Grandpop, who knows if that is what I would have even called you too. You left this world shortly after my brother was born. You got very sick and it took you out of our lives in the blink of an eye. I kind of look like you Grandpop. I have that Giovanetti nose, and I would never ask for a new one. When I look at you in pictures you looked like a big strong man. Maybe a little strict, but a lot of dads are. You got to meet my brother Grandpop, that’s something I will never get to do until I see you one day. I wonder if I would have been one of your little girls. What would you have thought of me? I think about what I would have called you. What would you have called me? You lost Grandmom and I’m sure that hurt a lot. Then you married another woman, but dad and my aunt and uncle didn’t like her.
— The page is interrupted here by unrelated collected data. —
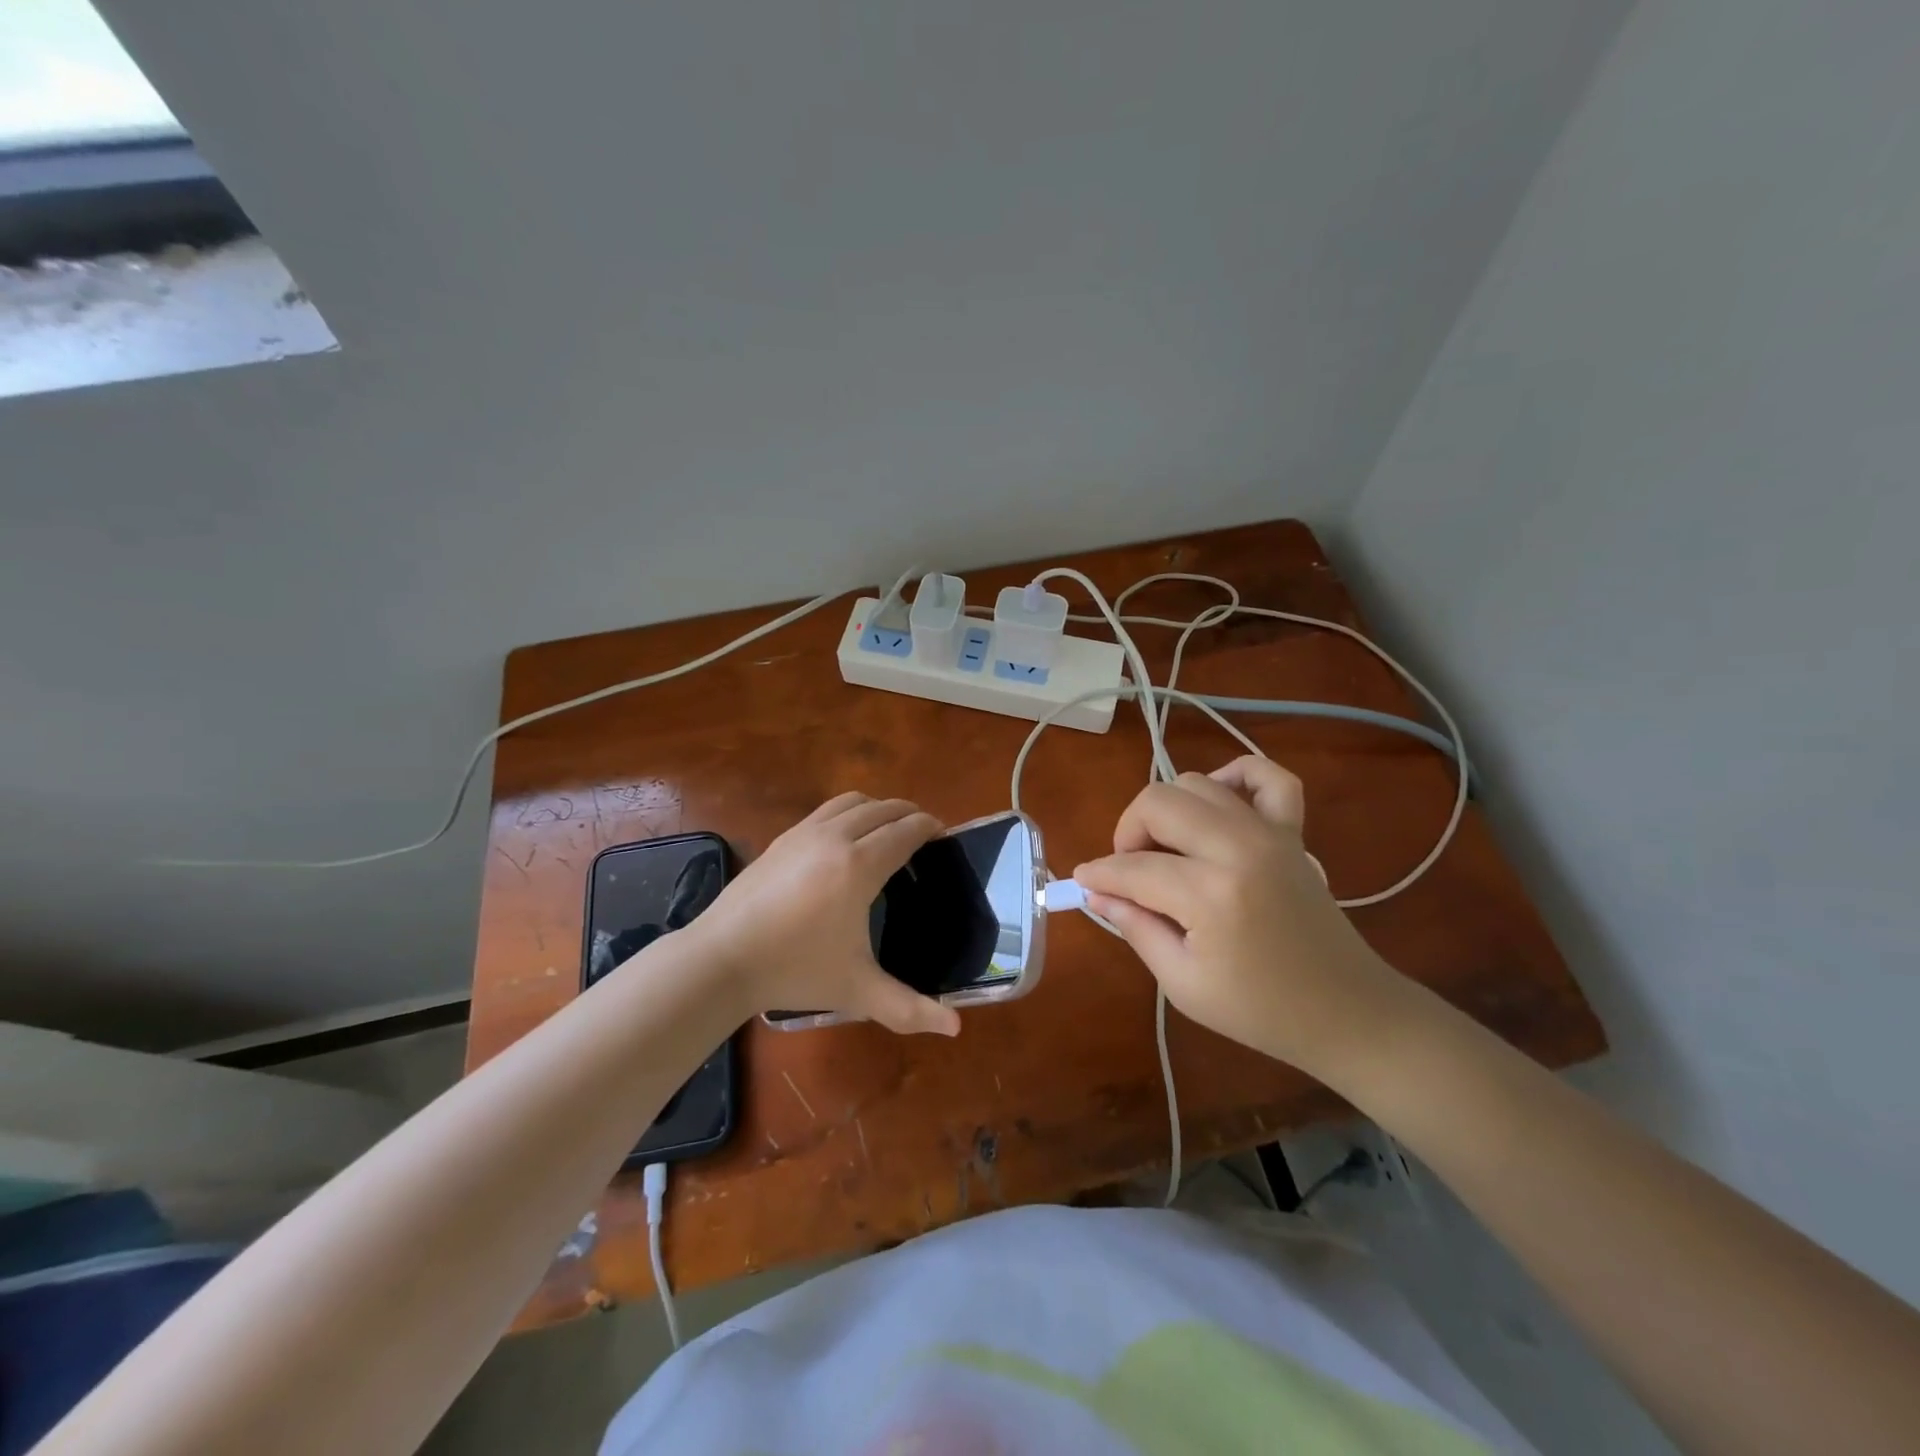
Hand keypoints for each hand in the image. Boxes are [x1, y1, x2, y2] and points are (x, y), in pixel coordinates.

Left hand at [693, 793, 961, 1036]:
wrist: (722, 958)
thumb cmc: (795, 970)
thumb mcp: (858, 991)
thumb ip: (909, 1009)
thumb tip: (956, 1028)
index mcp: (860, 865)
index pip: (906, 830)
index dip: (930, 827)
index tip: (945, 835)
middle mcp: (835, 837)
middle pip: (884, 808)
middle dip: (909, 814)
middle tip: (924, 835)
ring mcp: (805, 832)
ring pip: (853, 802)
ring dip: (878, 808)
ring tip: (888, 831)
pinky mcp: (783, 837)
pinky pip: (827, 810)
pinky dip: (849, 813)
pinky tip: (845, 841)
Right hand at [1073, 756, 1405, 1077]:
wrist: (1347, 1012)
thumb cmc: (1259, 1010)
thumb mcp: (1182, 983)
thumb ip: (1135, 928)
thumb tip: (1096, 893)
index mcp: (1210, 894)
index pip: (1133, 867)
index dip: (1098, 875)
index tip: (1083, 884)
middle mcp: (1238, 847)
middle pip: (1157, 803)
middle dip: (1127, 833)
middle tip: (1128, 872)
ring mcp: (1270, 832)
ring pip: (1195, 783)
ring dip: (1167, 811)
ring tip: (1167, 851)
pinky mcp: (1293, 831)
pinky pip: (1267, 776)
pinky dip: (1235, 777)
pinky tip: (1217, 804)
To be honest I wouldn’t have either. Wanna know why? Because you were meant for my Grandmom, and I wouldn’t like to see you with anyone else. When you passed you became my second angel. You watch over me too I know it even though you never got to meet me. When you died Grandpop you left this earth abruptly, but I think that just means Grandmom missed you and wanted her up there with you. You finally got to go back to your true love. I wish I got to meet you Grandpop to see what you are like, but I have two wonderful people watching over me now.

Poppop, I actually did get to meet you for the first two years of my life. You and mommom were the only grandparents I had when I was born. Mom tells me stories about the day I was born and how you wanted mommom to take you to the hospital but she had to watch Zac and you were in your wheelchair. Poppop I wish I could have known you longer. My mom said that you really liked me because I would undo your shoes all the time and you thought it was funny. I wish I could remember you. All I ever get to hear are stories, but I wish I could remember. I see what you look like. You look like a strong man also. The women in our family know how to pick good looking men. My mom misses you a lot Poppop. She cries when she thinks about you. We cry when we visit you. When you died I was only left with one grandparent. She is the most amazing grandparent I could ever ask for. A lot of kids are blessed and still have all of their grandparents. I didn’t get so lucky. But I do have 3 amazing angels looking down on me. I hope you see me writing this, and know how much I miss you and how much I love you; even though I only knew you for a couple short years. Poppop I wish you didn’t have to leave so early. I wish I could still sit on your lap and un-velcro your shoes. Mommom never met another man like you. You were her one and only, and I know she misses you very much. I never get scared when odd things in our house happen because I know it’s just you moving around.

I can’t wait to meet you Grandmom and Grandpop one day, and I can’t wait to see you again Poppop. Until that day comes I know you guys will be looking down on me, and making sure my life goes according to plan. I love you all.